Tuesday, July 22, 2008

Spoiler Alert!

I read on the internet prior to my trip to see The Dark Knight this weekend that showings of the movie on IMAX would be preceded by an exclusive 15 second trailer for the new Harry Potter movie. First off, YES, I am a dork for Harry Potter. I've read all the books (at least twice each) and can readily argue and debate the entire story arc ad nauseum. Knowing this, it should come as little surprise that I was intrigued by the possibility of an early glimpse at the sixth movie.

But, of course I am the jaded type, and I knew full well that 15 seconds ain't shit when it comes to previewing a new film. We bandied the idea about in the office that the trailer would consist of nothing more than Harry standing there, wand drawn, only to have the title drop down in front of him.

We weren't far from the truth.

In actuality, it was a single line of dialog (spoken by Dumbledore) followed by the title and the announcement that it was coming in November. A bit of a disappointment.

This got me to thinking about the awesomeness that COULD HAVE BEEN, had they hired me to edit together the trailer for the sixth film. My trailer is thus:

Camera zooms in on Severus Snape, his wand drawn, face curled back in a sneer.
"Avada Kedavra!" he shouts, and a green flash fills the screen followed by Dumbledore's corpse flying out of a window.
"WHAT HAPPENS NEXT? HARRY POTTER AND THE HALF BLOOD PRINCE - NOVEMBER 2008"

Now granted, for the millions of children that haven't read the book yet, this will upset them. Fuck them, I say. If you can't be bothered to read the book, you have no business complaining. Personally, I think that'd make a great trailer.
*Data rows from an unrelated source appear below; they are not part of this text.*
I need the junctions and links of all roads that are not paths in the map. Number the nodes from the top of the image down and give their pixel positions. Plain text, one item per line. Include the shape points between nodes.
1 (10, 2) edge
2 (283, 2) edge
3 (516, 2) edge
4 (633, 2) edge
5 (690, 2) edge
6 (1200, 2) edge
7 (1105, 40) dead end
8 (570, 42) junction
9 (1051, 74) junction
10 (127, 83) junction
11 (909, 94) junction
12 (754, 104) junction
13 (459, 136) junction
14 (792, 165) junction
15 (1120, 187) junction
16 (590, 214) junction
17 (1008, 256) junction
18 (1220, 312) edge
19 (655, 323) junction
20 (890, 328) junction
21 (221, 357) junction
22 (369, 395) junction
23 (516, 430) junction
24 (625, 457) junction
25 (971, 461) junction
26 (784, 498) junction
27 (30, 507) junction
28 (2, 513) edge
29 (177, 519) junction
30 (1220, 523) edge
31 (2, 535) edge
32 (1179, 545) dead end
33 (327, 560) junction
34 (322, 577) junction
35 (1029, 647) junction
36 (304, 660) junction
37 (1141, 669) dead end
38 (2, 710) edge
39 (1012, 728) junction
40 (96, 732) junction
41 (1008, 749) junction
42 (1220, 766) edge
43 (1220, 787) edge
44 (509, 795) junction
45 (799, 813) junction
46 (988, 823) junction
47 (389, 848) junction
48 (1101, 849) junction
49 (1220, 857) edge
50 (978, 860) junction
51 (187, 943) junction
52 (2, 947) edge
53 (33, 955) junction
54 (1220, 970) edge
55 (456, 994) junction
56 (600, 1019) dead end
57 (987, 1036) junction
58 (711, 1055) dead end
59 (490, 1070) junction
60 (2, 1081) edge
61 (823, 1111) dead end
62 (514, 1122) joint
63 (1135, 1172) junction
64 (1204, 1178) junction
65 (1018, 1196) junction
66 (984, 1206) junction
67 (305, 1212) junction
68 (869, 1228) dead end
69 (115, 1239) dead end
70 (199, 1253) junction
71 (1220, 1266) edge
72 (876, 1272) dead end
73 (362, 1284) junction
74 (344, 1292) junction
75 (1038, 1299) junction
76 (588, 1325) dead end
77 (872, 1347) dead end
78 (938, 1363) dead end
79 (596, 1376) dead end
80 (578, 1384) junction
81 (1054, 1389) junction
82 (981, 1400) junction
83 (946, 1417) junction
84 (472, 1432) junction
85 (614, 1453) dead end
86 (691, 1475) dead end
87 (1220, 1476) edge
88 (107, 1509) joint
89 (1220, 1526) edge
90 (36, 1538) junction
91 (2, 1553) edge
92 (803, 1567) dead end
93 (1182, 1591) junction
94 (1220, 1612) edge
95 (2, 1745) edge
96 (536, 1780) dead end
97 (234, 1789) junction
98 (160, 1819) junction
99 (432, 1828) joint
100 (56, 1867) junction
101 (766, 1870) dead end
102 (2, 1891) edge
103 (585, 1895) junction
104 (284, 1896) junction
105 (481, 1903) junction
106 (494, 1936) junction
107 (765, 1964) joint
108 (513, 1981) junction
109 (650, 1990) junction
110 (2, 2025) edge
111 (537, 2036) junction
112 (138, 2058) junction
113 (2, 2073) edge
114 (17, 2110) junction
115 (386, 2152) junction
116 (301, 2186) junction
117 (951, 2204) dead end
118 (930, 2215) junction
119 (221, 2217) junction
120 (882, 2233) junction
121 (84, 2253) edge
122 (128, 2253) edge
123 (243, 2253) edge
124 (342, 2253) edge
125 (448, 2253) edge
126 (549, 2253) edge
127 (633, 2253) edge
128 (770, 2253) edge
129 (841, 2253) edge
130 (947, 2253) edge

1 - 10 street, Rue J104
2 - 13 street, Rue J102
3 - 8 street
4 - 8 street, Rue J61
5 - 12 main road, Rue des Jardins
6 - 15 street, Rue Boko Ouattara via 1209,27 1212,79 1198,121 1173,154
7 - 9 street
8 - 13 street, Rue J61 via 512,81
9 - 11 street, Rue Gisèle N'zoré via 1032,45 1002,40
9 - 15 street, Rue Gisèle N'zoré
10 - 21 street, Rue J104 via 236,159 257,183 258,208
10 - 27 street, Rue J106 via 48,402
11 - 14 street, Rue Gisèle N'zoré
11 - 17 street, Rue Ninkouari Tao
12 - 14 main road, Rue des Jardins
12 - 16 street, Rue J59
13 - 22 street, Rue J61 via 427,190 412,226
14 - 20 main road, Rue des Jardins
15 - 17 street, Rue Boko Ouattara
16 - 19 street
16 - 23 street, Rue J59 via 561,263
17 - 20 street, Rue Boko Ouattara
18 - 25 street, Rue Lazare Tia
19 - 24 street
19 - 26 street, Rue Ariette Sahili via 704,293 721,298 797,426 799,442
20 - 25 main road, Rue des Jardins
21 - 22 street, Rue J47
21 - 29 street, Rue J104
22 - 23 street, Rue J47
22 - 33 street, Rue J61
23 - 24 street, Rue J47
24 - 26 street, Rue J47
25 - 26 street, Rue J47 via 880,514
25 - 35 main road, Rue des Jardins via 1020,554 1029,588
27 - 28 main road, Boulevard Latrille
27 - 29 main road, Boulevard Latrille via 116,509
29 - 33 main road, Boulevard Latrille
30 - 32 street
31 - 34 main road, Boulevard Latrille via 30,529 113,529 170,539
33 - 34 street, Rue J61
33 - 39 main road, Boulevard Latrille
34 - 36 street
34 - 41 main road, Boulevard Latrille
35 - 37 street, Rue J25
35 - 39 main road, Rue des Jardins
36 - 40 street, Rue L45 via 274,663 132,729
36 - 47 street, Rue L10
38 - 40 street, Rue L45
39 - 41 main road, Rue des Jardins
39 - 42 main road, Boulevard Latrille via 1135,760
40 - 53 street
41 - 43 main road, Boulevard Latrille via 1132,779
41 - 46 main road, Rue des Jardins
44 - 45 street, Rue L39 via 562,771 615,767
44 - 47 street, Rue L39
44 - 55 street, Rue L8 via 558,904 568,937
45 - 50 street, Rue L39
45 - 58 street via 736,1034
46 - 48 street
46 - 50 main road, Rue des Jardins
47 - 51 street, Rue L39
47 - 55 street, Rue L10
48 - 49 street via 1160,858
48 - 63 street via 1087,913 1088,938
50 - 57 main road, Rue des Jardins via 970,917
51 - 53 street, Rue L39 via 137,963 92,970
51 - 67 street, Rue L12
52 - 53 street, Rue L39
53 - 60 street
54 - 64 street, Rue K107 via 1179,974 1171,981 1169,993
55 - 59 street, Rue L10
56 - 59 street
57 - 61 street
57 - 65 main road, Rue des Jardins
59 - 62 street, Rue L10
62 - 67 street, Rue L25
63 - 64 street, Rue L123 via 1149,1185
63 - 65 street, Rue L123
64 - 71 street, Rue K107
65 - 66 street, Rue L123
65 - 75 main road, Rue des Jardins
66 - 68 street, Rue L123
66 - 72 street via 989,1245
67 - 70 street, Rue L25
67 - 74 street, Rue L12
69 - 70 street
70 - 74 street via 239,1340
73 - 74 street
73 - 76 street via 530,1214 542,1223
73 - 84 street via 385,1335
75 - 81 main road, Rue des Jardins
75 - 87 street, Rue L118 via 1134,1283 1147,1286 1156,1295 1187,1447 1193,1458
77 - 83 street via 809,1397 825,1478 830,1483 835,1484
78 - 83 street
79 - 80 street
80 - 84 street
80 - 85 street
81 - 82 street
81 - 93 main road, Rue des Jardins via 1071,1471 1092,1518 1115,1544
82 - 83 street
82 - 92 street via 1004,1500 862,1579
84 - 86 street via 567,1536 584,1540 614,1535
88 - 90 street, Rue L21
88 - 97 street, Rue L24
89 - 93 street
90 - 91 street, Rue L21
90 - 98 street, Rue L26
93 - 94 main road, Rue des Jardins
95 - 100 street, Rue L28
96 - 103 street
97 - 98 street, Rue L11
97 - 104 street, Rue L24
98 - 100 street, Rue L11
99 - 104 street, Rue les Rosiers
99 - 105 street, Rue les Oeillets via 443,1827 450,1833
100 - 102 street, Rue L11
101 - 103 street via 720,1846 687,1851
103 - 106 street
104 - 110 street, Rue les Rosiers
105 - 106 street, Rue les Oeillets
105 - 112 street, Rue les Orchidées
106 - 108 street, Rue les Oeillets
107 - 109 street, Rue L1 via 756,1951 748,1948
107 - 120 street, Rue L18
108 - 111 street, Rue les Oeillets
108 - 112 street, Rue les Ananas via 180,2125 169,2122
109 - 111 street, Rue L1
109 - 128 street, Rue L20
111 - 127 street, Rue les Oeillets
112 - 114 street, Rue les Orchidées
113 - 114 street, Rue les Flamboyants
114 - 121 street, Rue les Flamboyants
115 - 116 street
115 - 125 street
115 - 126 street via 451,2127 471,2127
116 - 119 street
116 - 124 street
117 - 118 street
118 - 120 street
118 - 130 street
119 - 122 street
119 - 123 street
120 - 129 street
You could really work these out for a ton of films.

Trailer 1:
"Coming this summer, the exciting conclusion to the Star Wars trilogy."
Clip 1: The Emperor says to Luke, "And now, young Skywalker, you will die."
Clip 2: Yoda dies and then disappears.
Clip 3: The Emperor says, "I assure you we are quite safe from your friends here."
Clip 4: Vader throws a screaming Emperor down the reactor shaft.
Clip 5: The Death Star explodes.
Clip 6: A maskless Darth Vader falls back and dies.
The title appears on the screen: "Return of the Jedi, coming summer 1983"


Trailer 2:
Rawlston: What were Kane's last words?
Dissolve to Kane laying in his bed, dying. He utters the word "Rosebud" and drops a snow globe onto the floor, shattering it.
Rawlston: When he comes to die, he's got something on his mind called Rosebud. What does that mean?
Cut to a pile of items being shoveled into a furnace. Atop that pile is a sled. The camera zooms in and we see the word Rosebud written on it.
"Citizen Kane - Coming soon"


Trailer 3:
Charlton Heston looks at the screen and screams, "Soylent Green is people!"
Title card: "What is the secret of Soylent Green?"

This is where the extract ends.